A detailed description of the randomized, double-blinded controlled trial has been presented previously [5].

Patients

Patients qualified for inclusion if they had chronic, critical limb ischemia including rest pain (Rutherford class 4) or mild-to-moderate tissue loss (Rutherford 5) and were not candidates for surgical or endovascular revascularization. Hemodynamic parameters included one of the following: ankle pressure < 50 mmHg or ABI < 0.4; toe pressure < 40 mmHg or TBI < 0.4; or TcPO2 < 20 mmHg on room air.

Exclusion criteria included extensive necrosis of the index limb making amputation inevitable (Rutherford class 6); uncorrected iliac artery occlusion ipsilateral to index limb; lack of Doppler signal in the index limb (ABI = 0); serum creatinine ≥ 2.0 mg/dL; active infection requiring antibiotics; active malignancy; or any hematologic disorder that prevented bone marrow harvesting.

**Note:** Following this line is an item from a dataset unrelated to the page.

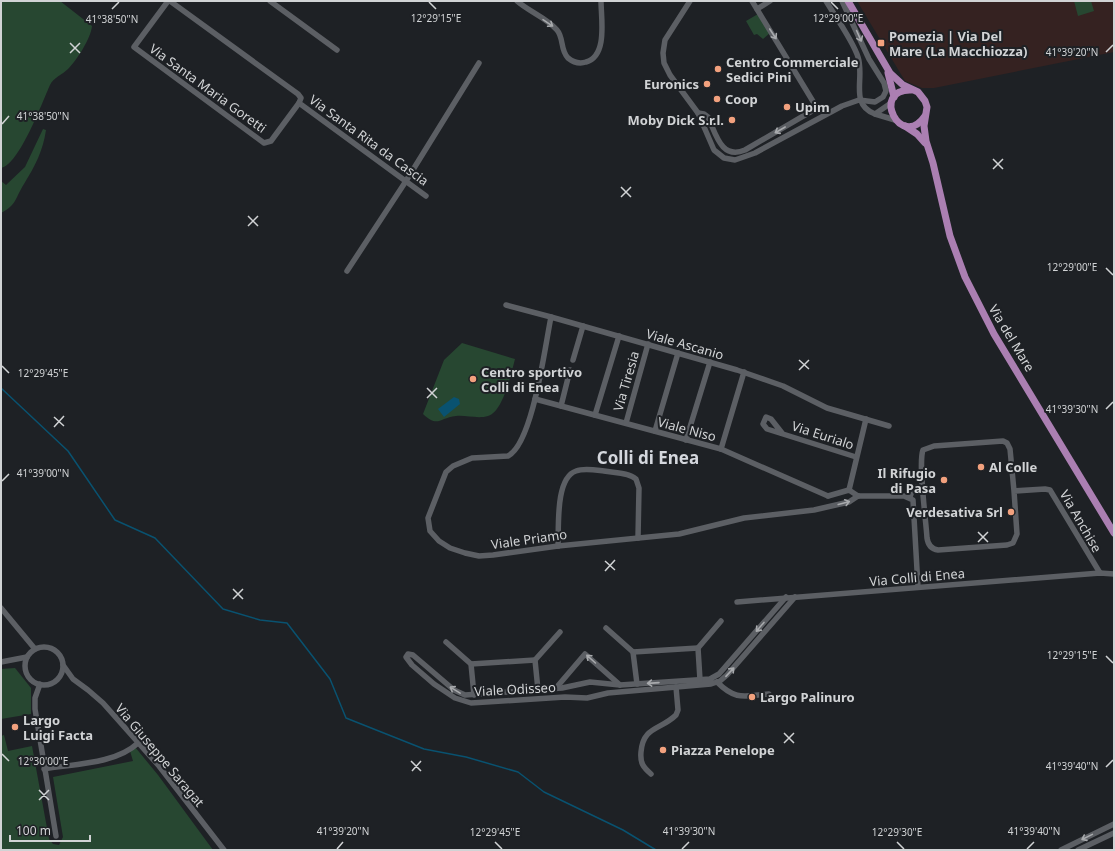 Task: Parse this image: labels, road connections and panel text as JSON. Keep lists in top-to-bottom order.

All patients were ≥ 18 years of age and able to provide informed consent. All enrolled patients underwent pre-operative cancer screening and ophthalmologic examinations for proliferative retinopathy.

Marrow aspiration, processing & injection

Patients randomized to the cell therapy group underwent aspiration of 240 mL of bone marrow from the iliac crest, and aspirate was then processed into 40 mL of concentrate using the SmartPReP®2 Bone Marrow Aspirate Concentrate (BMAC) system (Harvest Technologies, Plymouth, Massachusetts). This automated, point-of-care centrifuge system has been previously used for autologous cell therapy in CLI [6, 7]. At the time of IV placement 10 mL of peripheral blood was withdrawn from each patient. Patients randomized to the control group had this blood diluted 3:1 and presented in a syringe for injection. The vascular surgeon made 40 intramuscular injections of 1 mL aliquots of either BMAC (experimental group) or dilute peripheral blood (control group) into previously identified locations along the ischemic limb using ultrasound guidance. Procedures were carried out under local anesthesia and conscious sedation.

Randomization & blinding

Because the decision to amputate is patient and physician driven, it may be biased by knowledge of treatment group; therefore, allocation concealment and blinding of both patient and treating vascular surgeon were approached very meticulously in this study. Patients were centrally randomized to investigational treatment or placebo in a 2:1 ratio. 48 patients were enrolled with 34 receiving cell therapy and 14 receiving placebo injections. Study group assignment was revealed in the operating room after prepping and draping but prior to marrow harvesting. Subject randomization was revealed only to the individual performing the bone marrow aspiration. To maintain blinding of patients, bilateral iliac punctures were performed on all subjects. Treatment patients had 240 mL marrow aspirated whereas control patients had 2 mL marrow aspirated. Following centrifugation of the aspirate (treatment group) or sham operation of the centrifuge (control group), the unblinded physician and study coordinator left the procedure room and the blinded vascular surgeon and blinded study coordinator entered. The surgeon was presented with four syringes for injection without knowing its contents. For treatment patients this was 40 mL of BMAC; for control patients it was 40 mL of diluted peripheral blood. Effectiveness of blinding was assessed by querying the patients and clinicians after the procedure and at the conclusion of the study.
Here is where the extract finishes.